What you have to do: When a line below holds the string "every", show that line.

Extracted material:
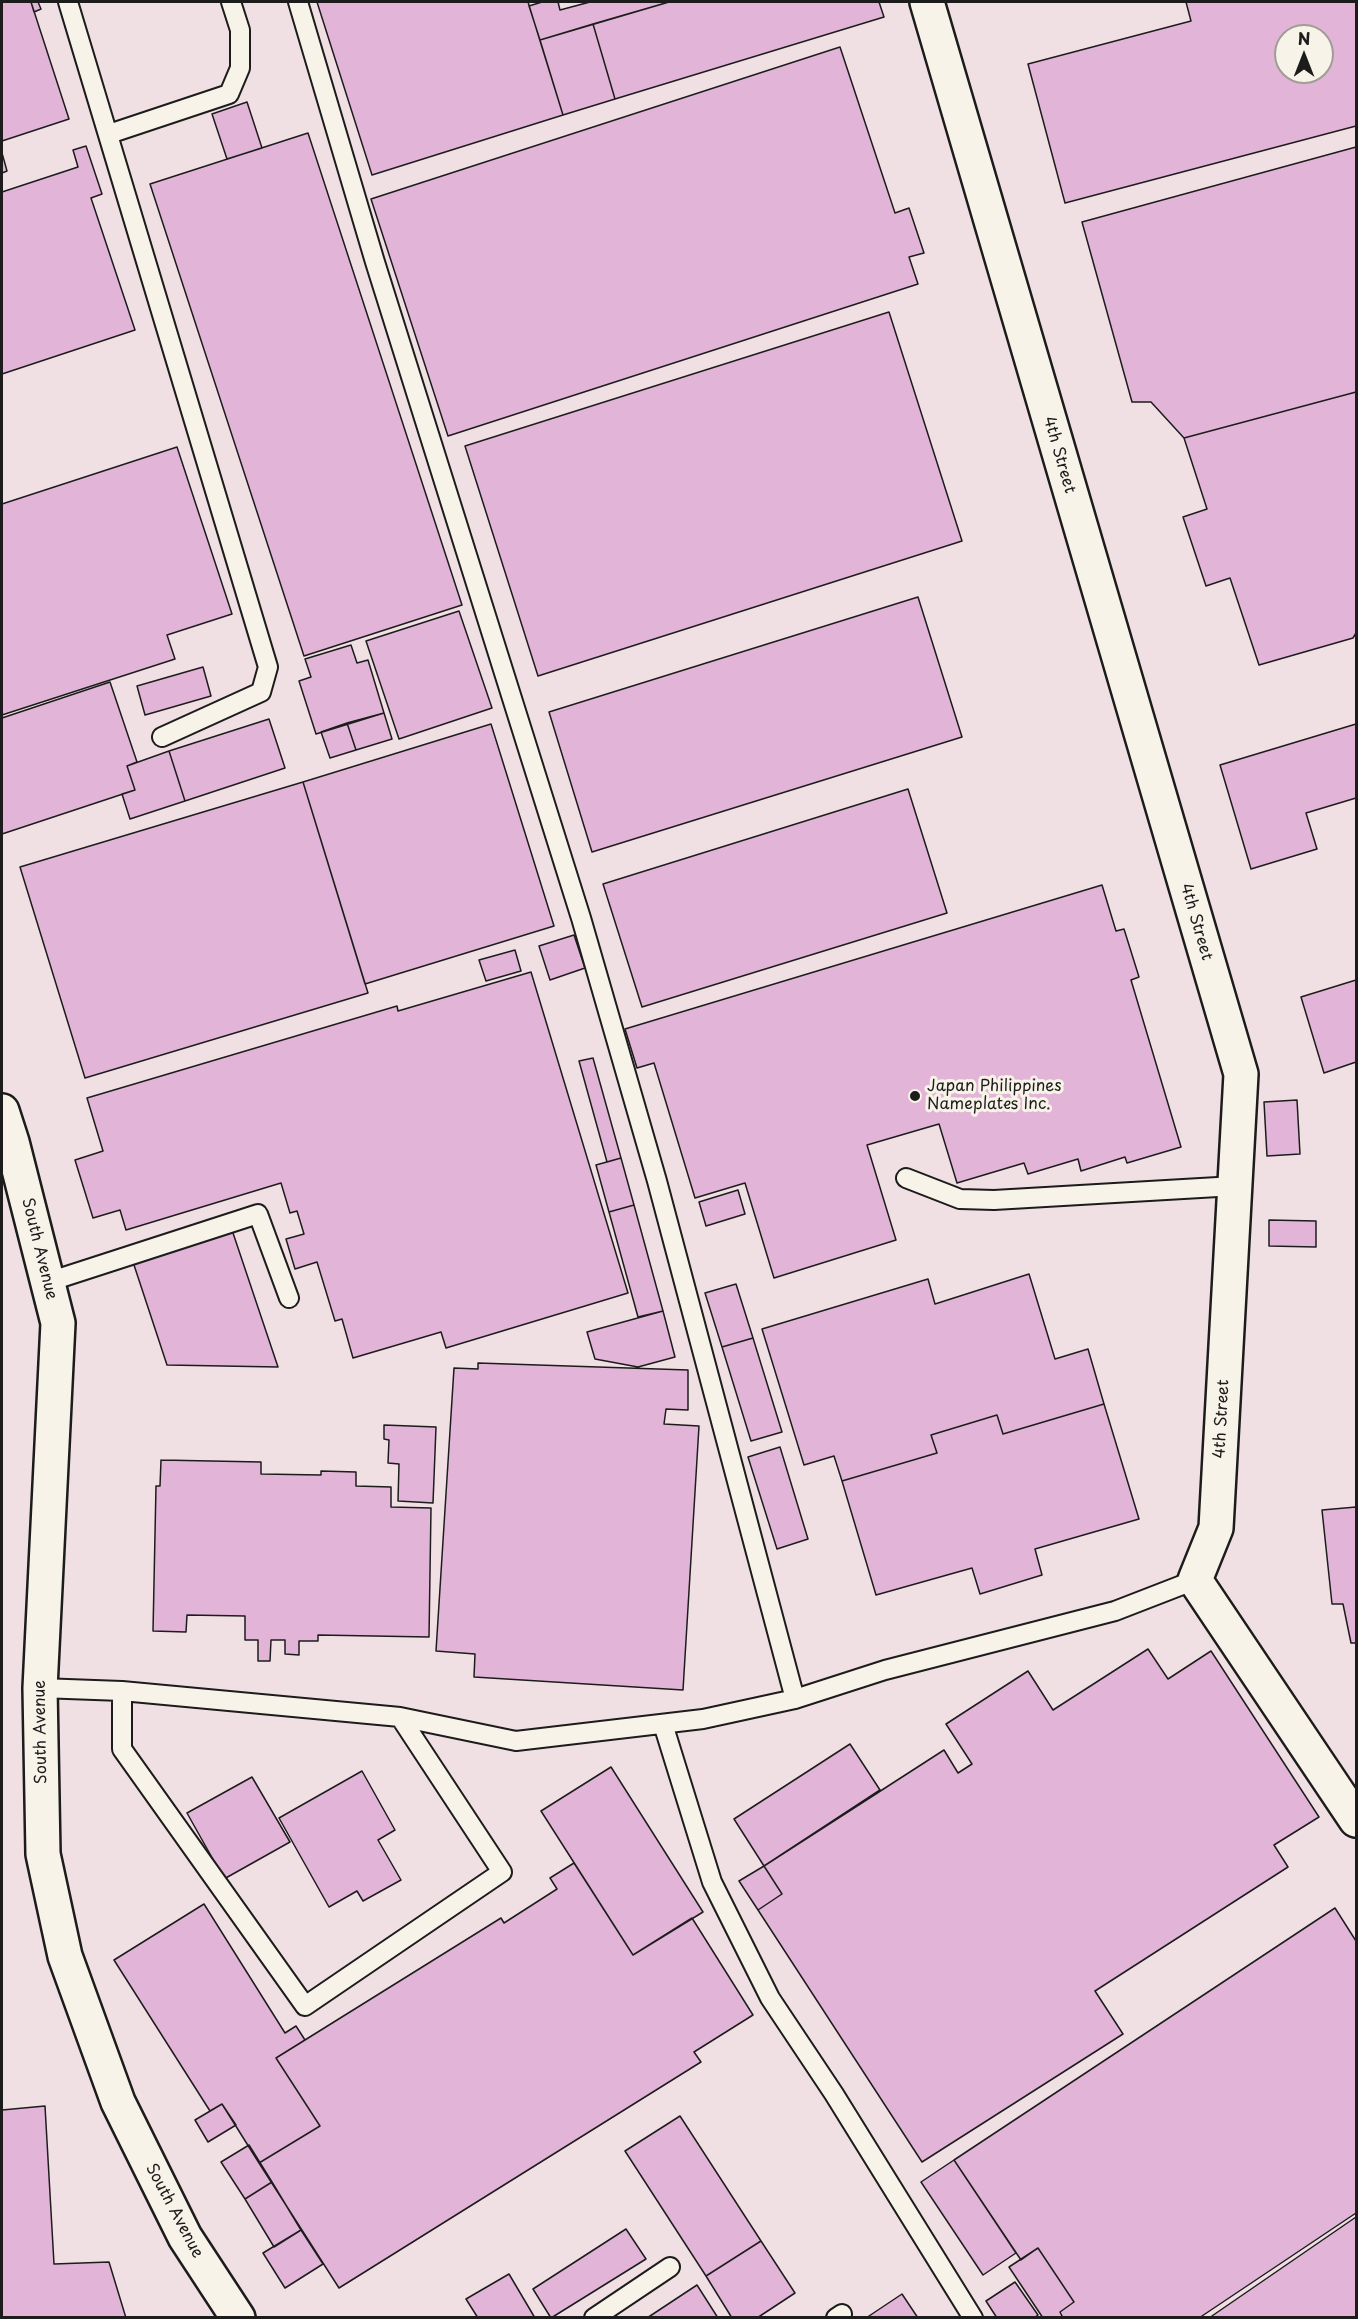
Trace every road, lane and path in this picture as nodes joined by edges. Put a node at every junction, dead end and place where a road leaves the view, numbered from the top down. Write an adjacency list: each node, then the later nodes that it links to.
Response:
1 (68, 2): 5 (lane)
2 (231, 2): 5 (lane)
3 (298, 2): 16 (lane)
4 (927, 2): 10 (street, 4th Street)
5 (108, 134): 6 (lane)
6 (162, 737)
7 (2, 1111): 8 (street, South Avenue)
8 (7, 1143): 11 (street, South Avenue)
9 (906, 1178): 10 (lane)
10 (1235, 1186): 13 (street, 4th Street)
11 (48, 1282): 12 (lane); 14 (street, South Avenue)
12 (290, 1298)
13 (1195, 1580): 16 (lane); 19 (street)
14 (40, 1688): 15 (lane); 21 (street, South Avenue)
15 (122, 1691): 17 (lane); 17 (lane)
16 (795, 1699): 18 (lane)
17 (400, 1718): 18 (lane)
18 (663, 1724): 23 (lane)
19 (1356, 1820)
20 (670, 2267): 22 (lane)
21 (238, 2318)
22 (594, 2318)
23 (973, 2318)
--
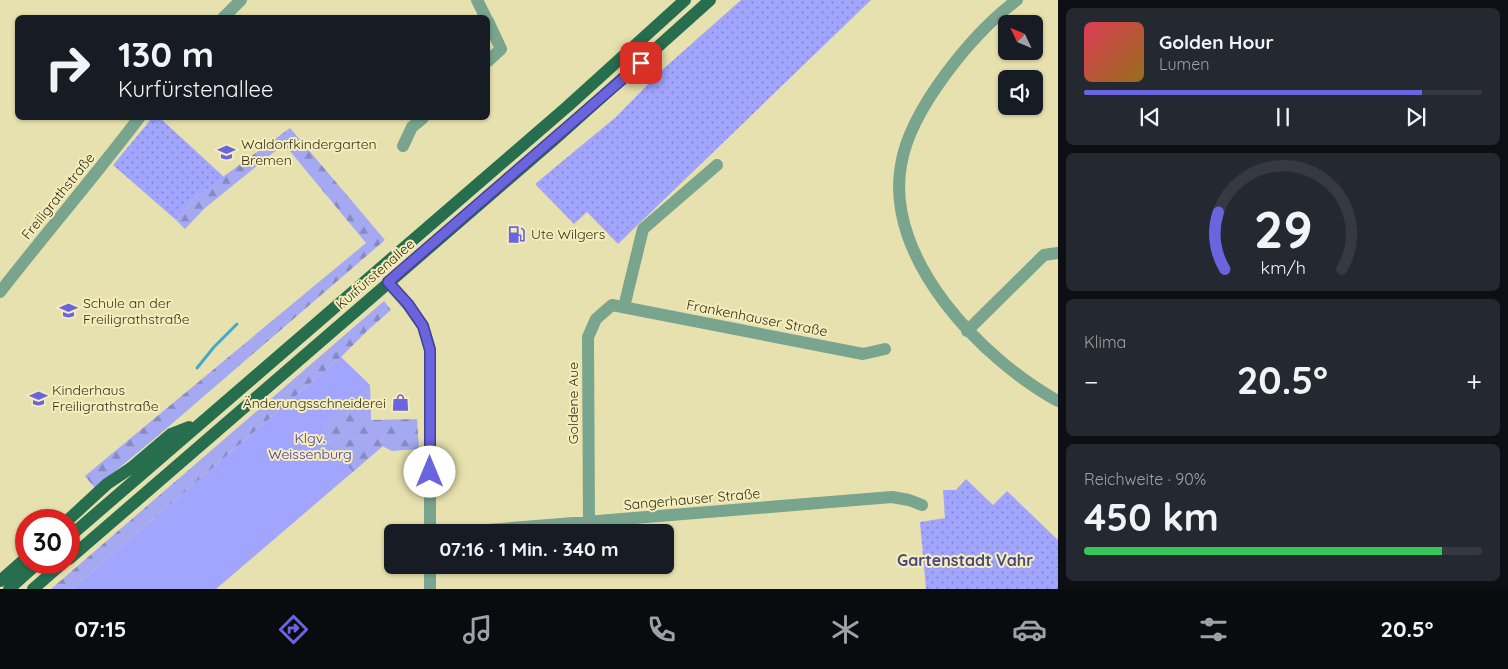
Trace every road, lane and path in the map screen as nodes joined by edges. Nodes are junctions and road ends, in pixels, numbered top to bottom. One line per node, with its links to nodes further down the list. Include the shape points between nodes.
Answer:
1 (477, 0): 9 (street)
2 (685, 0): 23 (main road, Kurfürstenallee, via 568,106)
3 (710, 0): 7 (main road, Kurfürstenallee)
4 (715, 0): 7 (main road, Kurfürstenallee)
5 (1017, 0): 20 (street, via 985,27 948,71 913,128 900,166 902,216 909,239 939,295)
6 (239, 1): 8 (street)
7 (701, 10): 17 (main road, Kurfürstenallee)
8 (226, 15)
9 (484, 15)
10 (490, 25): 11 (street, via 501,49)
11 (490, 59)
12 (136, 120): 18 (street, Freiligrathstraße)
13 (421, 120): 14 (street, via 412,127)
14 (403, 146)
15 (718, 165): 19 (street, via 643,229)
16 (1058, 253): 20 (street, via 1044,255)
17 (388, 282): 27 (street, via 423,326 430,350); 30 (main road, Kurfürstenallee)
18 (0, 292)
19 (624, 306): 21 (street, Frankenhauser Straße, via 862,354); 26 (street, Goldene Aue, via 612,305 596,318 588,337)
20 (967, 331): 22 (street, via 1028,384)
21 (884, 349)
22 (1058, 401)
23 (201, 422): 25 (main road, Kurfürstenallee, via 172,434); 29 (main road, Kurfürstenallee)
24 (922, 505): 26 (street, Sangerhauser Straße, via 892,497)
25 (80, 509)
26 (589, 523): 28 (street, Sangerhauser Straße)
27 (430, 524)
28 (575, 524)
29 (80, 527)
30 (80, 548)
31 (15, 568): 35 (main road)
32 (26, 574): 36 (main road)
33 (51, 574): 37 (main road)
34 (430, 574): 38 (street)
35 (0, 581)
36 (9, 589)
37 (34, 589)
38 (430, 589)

Your solution:
Trace every road, lane and path in this picture as nodes joined by edges. Put a node at every junction, dead end and place where a road leaves the view, numbered from the top down. Write an adjacency list: each node, then the later nodes that it links to.
Trace every road, lane and path in the map screen as nodes joined by edges. Nodes are junctions and road ends, in pixels, numbered top to bottom. One line per node, with its links to nodes further down the list. Include the shape points between nodes.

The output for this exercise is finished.